無菌煙草植株長至5、6片葉時,自上至下的第3葉為充分成熟健壯的功能葉,細胞代謝旺盛,生命力強,在切除葉片的上下兩端以及在沿主脈兩邊切取5mm×5mm的方片的同時也切除了葉片左右兩側邊緣的葉片部分,這種操作有利保證所用的煙草葉片外植體從外部形態到內在代謝水平都更為均勻一致,能有效減少實驗結果的材料誤差。
對比例1:
為了說明本發明的用精胺誘導煙草胚狀體的方法的效果,本發明的發明人以實施例3的方法,將誘導培養基中的精胺濃度依次設定為三組:3.2mg/L、3.5mg/L、4.0mg/L,并以傳統誘導培養基(其配方為:MS+精胺0.0+2,4-D 0.1mg/L+IAA0.1mg/L+KT0.1mg/L)為對照組(CK)。在上述四組中每組接種10瓶,每瓶接種取3個方片。在常規條件下誘導培養煙草胚狀體,并統計不同試驗組培養10天的出愈率和培養20天的胚狀體發生率、轉綠自養率、肉眼可辨體胚數/方片,以及出現首胚天數。
其中:
出愈率(%)=出愈方片數/接種方片數×100%,不論方片污染與否及出愈多少;
出現首胚天數:每天定時觀察1次,記錄出現首個肉眼(借助放大鏡)可辨胚狀體所需天數;
培養20d終止試驗,在上述四組中每組隨機取3瓶無污染者,統計:胚狀體發生率(%)=出胚狀體方片數/接種方片數×100%;肉眼可辨胚狀體數/方片;轉綠自養率(%)=轉綠胚狀體數/胚狀體數/方片×100%。均不考慮胚狀體的具體形態。所有指標均記錄3瓶的平均值。
結果見表1。
表1.用精胺誘導煙草胚狀體的實施案例及與傳統技術的效果對比
注:表中案例4(對照)的配方是參考王連華,等(2002)和慕平利,等(2005)的研究結果擬定。

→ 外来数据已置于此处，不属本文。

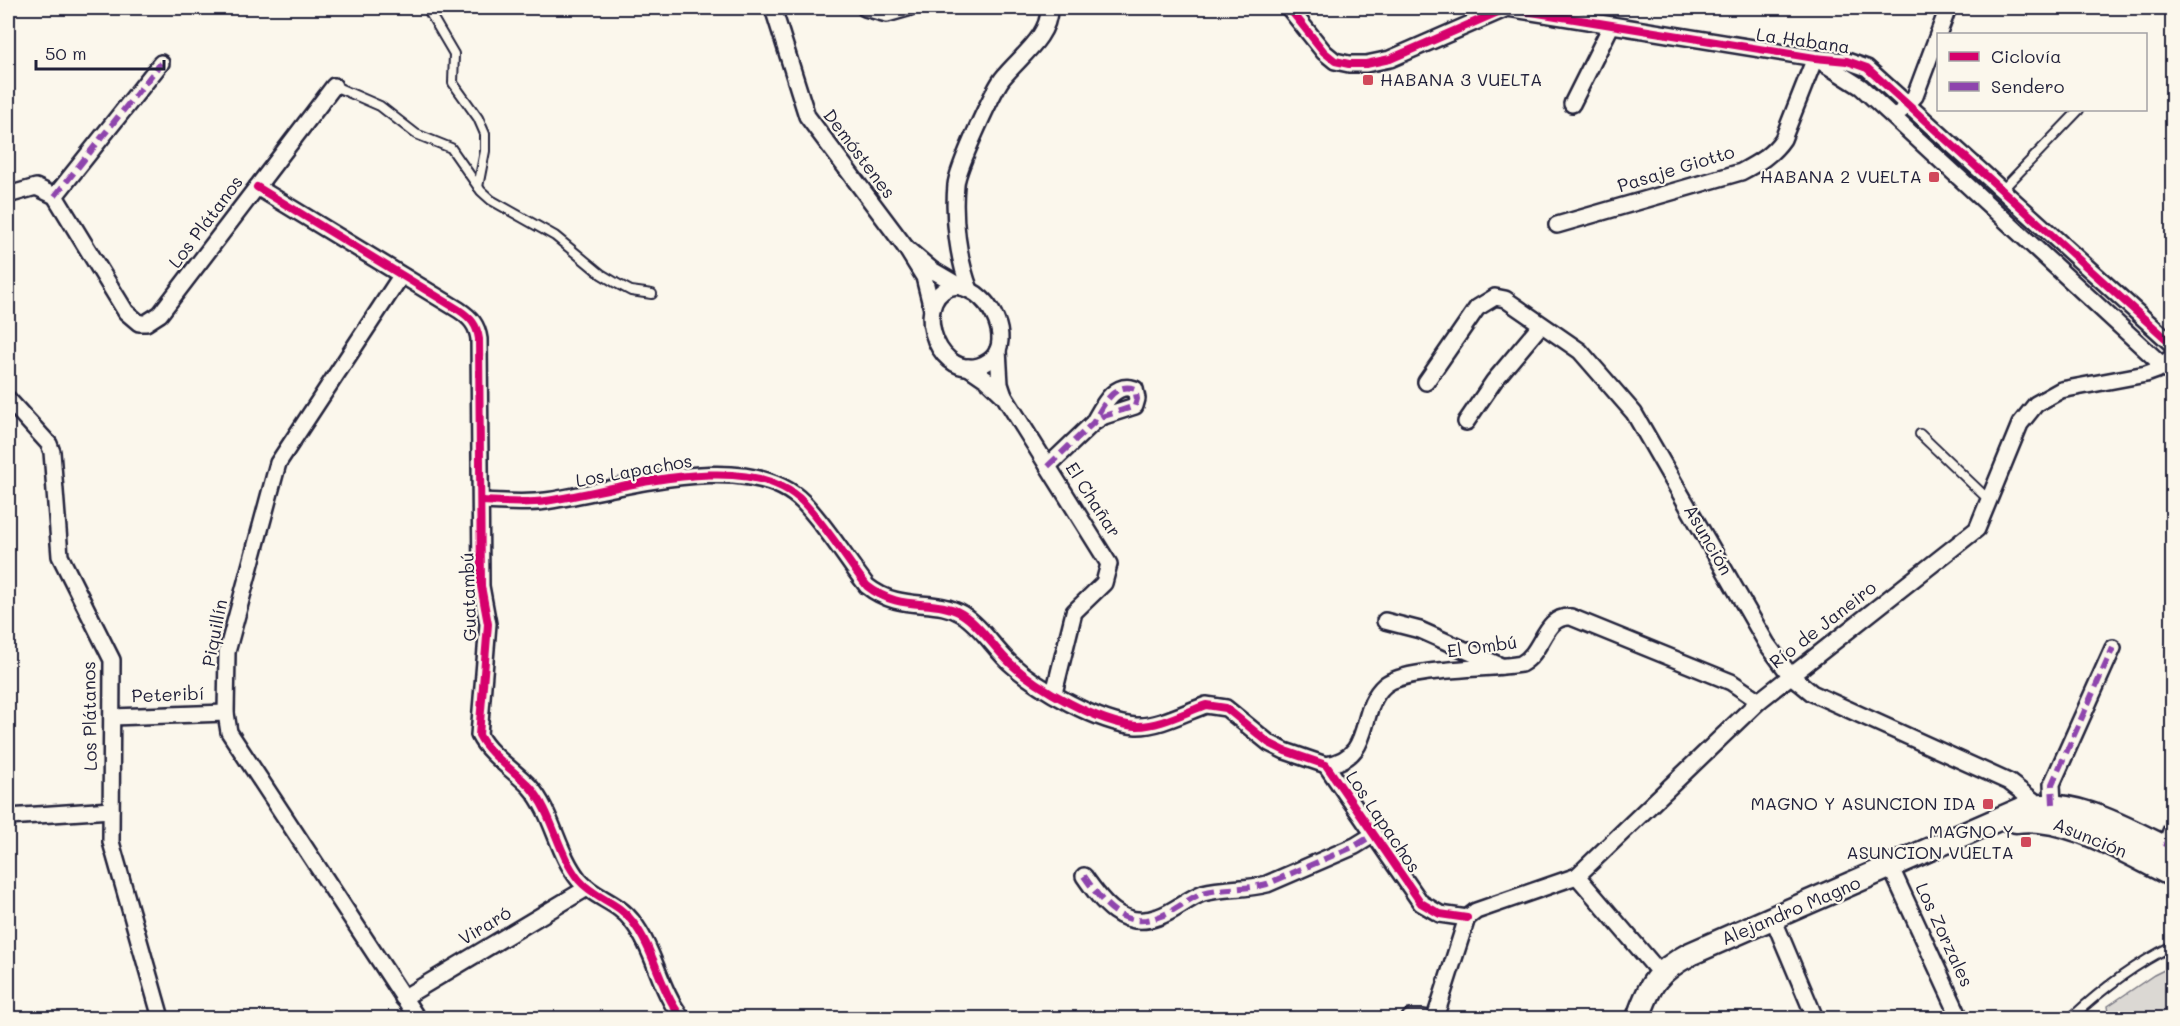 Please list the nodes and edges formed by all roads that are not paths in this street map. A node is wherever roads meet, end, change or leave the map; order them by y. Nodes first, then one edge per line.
1 (426, 8) edge
2 (773, 8) edge
3 (865, 8) edge
4 (908, 8) edge
5 (1049, 8) edge
6 (1289, 8) edge
7 (1948, 8) edge
8 (1611, 26) junction
9 (1939, 33) edge
10 (1937, 37) edge
11 (1815, 58) junction
12 (160, 63) dead end
13 (334, 86) joint
14 (1572, 104) dead end
15 (1909, 104) junction
16 (2078, 111) edge
17 (1894, 117) junction
18 (257, 187) junction
19 (478, 187) junction
20 (2003, 189) junction
21 (8, 195) edge
22 (55, 196) junction
23 (1557, 225) dead end
24 (959, 245) junction
25 (906, 248) junction
26 (932, 270) junction
27 (401, 276) junction
28 (965, 288) junction
29 (652, 294) dead end
30 (932, 309) junction
31 (1541, 325) junction
32 (2172, 344) edge
33 (998, 350) junction
34 (2169, 365) edge
35 (968, 368) junction
36 (1426, 382) dead end
37 (1004, 396) junction
38 (8, 399) edge
39 (1466, 422) dead end
40 (1093, 423) dead end
41 (1920, 434) dead end
42 (1048, 466) junction
43 (482, 501) junction
44 (1990, 501) junction
45 (1385, 621) dead end
46 (2113, 648) dead end
47 (1504, 668) junction
48 (1790, 675) junction
49 (1054, 693) junction
50 (1759, 701) junction
51 (226, 713) junction
52 (112, 717) junction
53 (1326, 765) junction
54 (2046, 804) junction
55 (111, 810) junction
56 (8, 817) edge
57 (1971, 832) junction
58 (1373, 835) junction
59 (2170, 842) edge
60 (1891, 868) junction
61 (2172, 875) edge
62 (1084, 876) dead end
63 (1577, 876) junction
64 (587, 888) junction
65 (1467, 918) junction
66 (1773, 918) junction
67 (2172, 946) edge
68 (1660, 973) junction
69 (403, 998) junction
70 (161, 1018) edge
71 (417, 1018) edge
72 (682, 1018) edge
73 (1410, 1018) edge
74 (1425, 1018) edge
75 (1435, 1018) edge
76 (1638, 1018) edge
77 (1815, 1018) edge
78 (1960, 1018) edge
79 (2071, 1018) edge

1 - 19 lane
2 - 25 street, Demóstenes
3 - 4 street
5 - 24 street
6 - 8 street, La Habana
7 - 9 street
8 - 11 street, La Habana
8 - 14 street
10 - 15 street
11 - 15 street, La Habana
11 - 17 street
11 - 23 street, Pasaje Giotto
12 - 22 street
13 - 18 street, Los Plátanos
13 - 19 lane
15 - 17 street
15 - 20 street, La Habana
16 - 20 lane
17 - 34 street
18 - 22 street, Los Plátanos
18 - 27 street, Guatambú
19 - 29 lane
20 - 32 street, La Habana
21 - 22 street
24 - 26 street
24 - 28 street
25 - 26 street, Demóstenes
25 - 30 street, Demóstenes
26 - 28 street, Demóstenes
27 - 43 street, Guatambú
27 - 51 street, Piquillín
28 - 30 street
28 - 33 street, Demóstenes
30 - 35 street, Demóstenes
31 - 36 street, Asunción
31 - 39 street
31 - 48 street, Asunción
33 - 35 street
33 - 37 street, El Chañar
34 - 44 street, Río de Janeiro
35 - 37 street, El Chañar
37 - 42 street, El Chañar
38 - 52 street, Los Plátanos
40 - 42 street
41 - 44 lane
42 - 49 street, El Chañar
43 - 49 street, Los Lapachos
43 - 64 street, Guatambú
44 - 48 street, Río de Janeiro
45 - 47 street
46 - 54 street
47 - 50 street, El Ombú
47 - 53 street, El Ombú
48 - 50 street, Río de Janeiro
48 - 54 street, Asunción
49 - 53 street, Los Lapachos
50 - 63 street, Río de Janeiro
51 - 52 street, Peteribí
51 - 69 street, Piquillín
52 - 55 street, Los Plátanos
53 - 58 street, Los Lapachos
54 - 57 main road, Asunción
54 - 59 main road, Asunción
55 - 56 street
55 - 70 street, Los Plátanos
57 - 60 main road, Alejandro Magno
57 - 61 main road, Asunción
58 - 62 street
58 - 65 street, Los Lapachos
60 - 66 main road, Alejandro Magno
60 - 78 street, Los Zorzales
63 - 65 street, Río de Janeiro
63 - 68 street
64 - 69 street, Viraró
64 - 72 street, Guatambú
65 - 75 street
66 - 68 main road, Alejandro Magno
66 - 77 street
67 - 79 lane
68 - 76 main road, Alejandro Magno
69 - 71 street, Piquillín
73 - 74 street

轉綠自養率(%)被視為評價胚狀體質量的重要指標之一。
通過表1中各案例的對比可見,用精胺作為單一誘導劑配制的煙草胚狀體誘導培養基,其效果全面優于由2,4-D,IAA和KT復配成的誘導培養基,不僅胚狀體發生快,無需更換培養基反復繼代培養,節省大量時間和人工,而且產量高、質量好。這至少與其徹底擺脫了2,4-D的毒副作用有關。在綜合考慮成本與收益的情況下,其中以精胺濃度3.5mg·L-1最為適宜。本發明所建立的用精胺誘導煙草胚狀體的技術體系,有利改變“適量的2,4-D對煙草胚狀體的發生必不可少”這一傳統觀念。
盡管本發明的實施方案已公開如上,但其并不僅僅限于說明書和實施方式中所列運用,它完全可以被適用于各種適合本發明的領域,對于熟悉本領域的人員而言,可容易地實現另外的修改,因此在不背離權利要求及等同范圍所限定的一般概念下,本發明并不限于特定的細節和這里示出與描述的實施例。